PSI/Myanmar staff work quickly
to get WaterGuard safe water
treatment to the survivors of
cyclone Nargis.
YANGON, Myanmar, May 24, 2008 – PSI/Myanmar is providing free safe water treatment to all relief and disaster organizations that need it, and coordinating those actions with United Nations emergency response teams, in response to the devastating cyclone that hit Myanmar. Through collaboration with the UN, international non-governmental organizations (NGOs) and others, PSI has provided nearly 1,500 20L and 1,050 250ml bottles of Waterguard for the purification of water, which is enough to deliver clean water to over 1,000,000 people for one month.
The government of Myanmar has now raised the official death toll to 77,738 and approximately 56,000 persons are still missing.
PSI, one of the largest NGOs working in Myanmar, is putting its efforts into ensuring access to safe water to survivors. PSI is producing as many 20-liter bottles of a safe water treatment product called WaterGuard as possible and distributing it to other organizations helping the survivors. Emergency relief workers from NGOs and UN agencies are departing Yangon daily to provide urgently needed commodities to the worst-affected areas of the Irrawaddy Delta region.
PSI has a social marketing infrastructure in 300 of the 326 townships in Myanmar as well as its Sun Quality Health (SQH) network of private clinics in 126 townships. Over 300 SQH doctors are based in the affected region. PSI’s relationship with these 300 doctors allowed it to be one of the first organizations to get health care out to the affected areas.
PSI is continuously assessing the situation of all SQH doctors in the region and providing them with essential medicines and health supplies so that they, too, can offer services for free during the crisis. A partnership with other NGOs is aiming to use multiple technologies (re-establishing access to tube wells, drilling tube wells and treating water with WaterGuard) to make SQH clinics central sources of clean drinking water in their communities.
PSI has temporarily converted its drop-in centers and voluntary counseling & testing center into basic health care clinics to provide essential care for the affected populations.
Reports of respiratory infections, severe diarrhea and other gastrointestinal ailments are common amongst those who avoided injury during the cyclone.
Although PSI is not known as a relief or disaster agency, it has considerable experience in distributing safe water products in disaster situations, including floods in Haiti, the tsunami in Asia and the earthquake in Pakistan.
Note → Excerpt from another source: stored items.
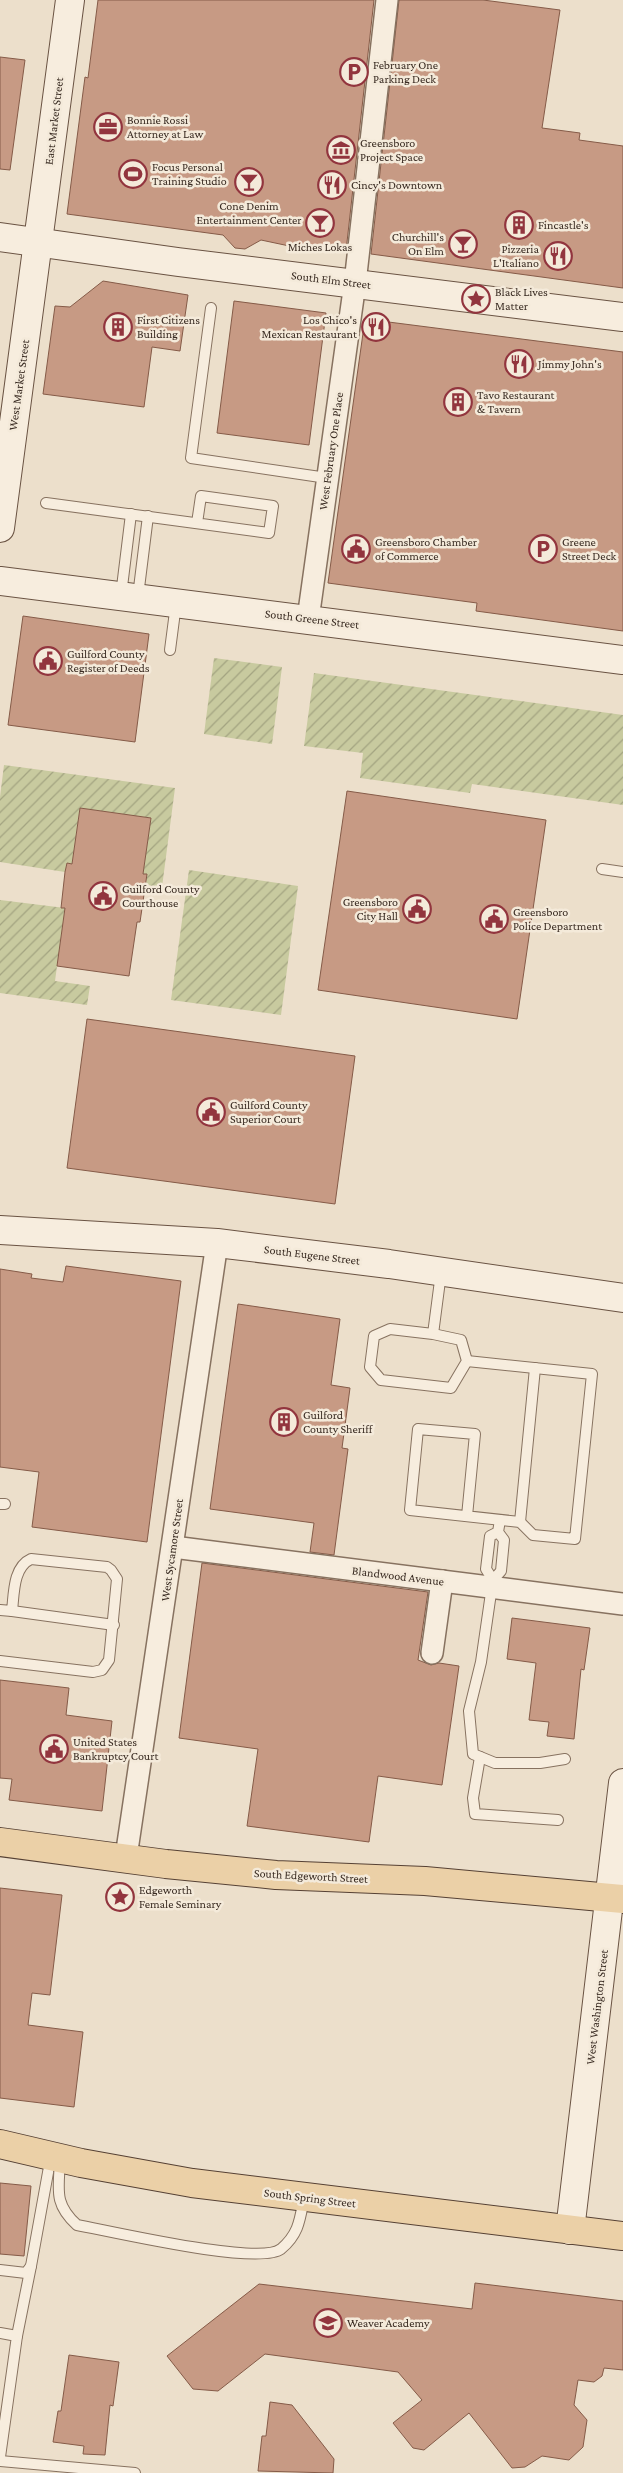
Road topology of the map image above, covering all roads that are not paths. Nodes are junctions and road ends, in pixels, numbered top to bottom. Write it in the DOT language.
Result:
graph roads {
  1 [pos="70,0"];
  2 [pos="387,0"];
  3 [pos="0,237"];
  4 [pos="38,242"];
  5 [pos="354,283"];
  6 [pos="211,308"];
  7 [pos="623,317"];
  8 [pos="327,478"];
  9 [pos="46,503"];
  10 [pos="131,514"];
  11 [pos="148,516"];
  12 [pos="197,523"];
  13 [pos="0,528"];
  14 [pos="0,580"];
  15 [pos="129,596"];
  16 [pos="176,602"];
  17 [pos="308,619"];
  18 [pos="170,650"];
  19 [pos="623,660"];
  20 [pos="602,869"];
  21 [pos="623,872"];
  22 [pos="0,1230"];
  23 [pos="217,1243"];
  24 [pos="441,1272"];
  25 [pos="623,1298"];
  26 [pos="433,1334"];
  27 [pos="467,1362"];
  28 [pos="535,1368"];
  29 [pos="467,1516"];
  30 [pos="500,1520"];
  31 [pos="520,1522"];
  32 [pos="173,1547"];
  33 [pos="442,1581"];
  34 [pos="492,1584"];
  35 [pos="623,1604"];
  36 [pos="0,1610"];
  37 [pos="12,1612"];
  38 [pos="114,1625"];
  39 [pos="432,1653"];
  40 [pos="0,1661"];
  41 [pos="480,1757"];
  42 [pos="565,1759"];
  43 [pos="623,1784"];
  44 [pos="558,1820"];
  45 [pos="0,1842"];
  46 [pos="126,1857"];
  47 [pos="617,1898"];
  48 [pos="0,2144"];
  49 [pos="56,2157"];
  50 [pos="304,2197"];
  51 [pos="570,2230"];
  52 [pos="623,2236"];
  53 [pos="31,2266"];
  54 [pos="0,2270"];
  55 [pos="0,2333"];
  56 [pos="17,2336"];
  57 [pos="0,2459"];
  58 [pos="134,2473"];
  1 -- 4 [label="street, East Market Street"];
  2 -- 5 [label="street, West February One Place"];
  3 -- 4 [label="street, South Elm Street"];
  4 -- 5 [label="street, South Elm Street"];
  4 -- 13 [label="street, West Market Street"];
  5 -- 7 [label="street, South Elm Street"];
  5 -- 8 [label="street, West February One Place"];
  6 -- 8 [label="lane"];
  8 -- 17 [label="street, West February One Place"];
  9 -- 10 [label="lane"];
  10 -- 11 [label="lane"];
  10 -- 15 [label="lane"];
  11 -- 12 [label="lane"];
  11 -- 15 [label="lane"];
  12 -- 12 [label="lane"];
  14 -- 15 [label="street, South Greene Street"];
  15 -- 16 [label="street, South Greene Street"];
  16 -- 17 [label="street, South Greene Street"];
  16 -- 18 [label="lane"];
  17 -- 19 [label="street, South Greene Street"];
  20 -- 21 [label="lane"];
  22 -- 23 [label="street, South Eugene Street"];
  23 -- 24 [label="street, South Eugene Street"];
  23 -- 32 [label="street, West Sycamore Street"];
  24 -- 25 [label="street, South Eugene Street"];
  24 -- 26 [label="lane"];
  26 -- 27 [label="lane"];
  26 -- 27 [label="lane"];
  27 -- 28 [label="lane"];
  28 -- 31 [label="lane"];
  28 -- 31 [label="lane"];
  29 -- 29 [label="lane"];
  29 -- 30 [label="lane"];
  30 -- 31 [label="lane"];
  30 -- 34 [label="lane"];
  32 -- 33 [label="street, Blandwood Avenue"];
  32 -- 46 [label="street, West Sycamore Street"];
  33 -- 34 [label="street, Blandwood Avenue"];
  33 -- 39 [label="street"];
  34 -- 35 [label="street, Blandwood Avenue"];
  34 -- 41 [label="lane"];
  36 -- 37 [label="lane"];
  37 -- 38 [label="lane"];
  37 -- 38 [label="lane"];
  38 -- 40 [label="lane"];
  41 -- 42 [label="lane"];
  41 -- 44 [label="lane"];
  43 -- 47 [label="street, West Washington Street"];
  45 -- 46 [label="main road, South Edgeworth Street"];
  46 -- 47 [label="main road, South Edgeworth Street"];
  47 -- 51 [label="street, West Washington Street"];
  48 -- 49 [label="main road, South Spring Street"];
  49 -- 50 [label="main road, South Spring Street"];
  49 -- 50 [label="lane"];
  49 -- 53 [label="lane"];
  50 -- 51 [label="main road, South Spring Street"];
  51 -- 52 [label="main road, South Spring Street"];
  53 -- 54 [label="lane"];
  53 -- 56 [label="lane"];
  55 -- 56 [label="lane"];
  56 -- 57 [label="lane"];
  57 -- 58 [label="lane"];
}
In 2007, PSI/Dominican Republic made one such water treatment product available in Latin America and the Caribbean to those suffering in the wake of devastating hurricanes, floods, earthquakes, or any other natural disasters requiring immediate access to safe water. With fully stocked warehouses in Panama, PSI responds rapidly to requests and ships product within 48 hours anywhere in Latin America and the Caribbean. Read more about these efforts here.
PSI has been working in Myanmar since 1996 to achieve annual health impacts over a broad range of health areas that include treatment of 10,000 people for tuberculosis, 40,000 for malaria and reproductive health products and services for over 126,000 women. Mass media health messages reach over 11 million people per year in the country and HIV prevention activities provide over 20 million condoms nationwide while targeted personal outreach and client friendly safe spaces provide over 280,000 vulnerable individuals with in-depth person-to-person delivery of HIV prevention messages.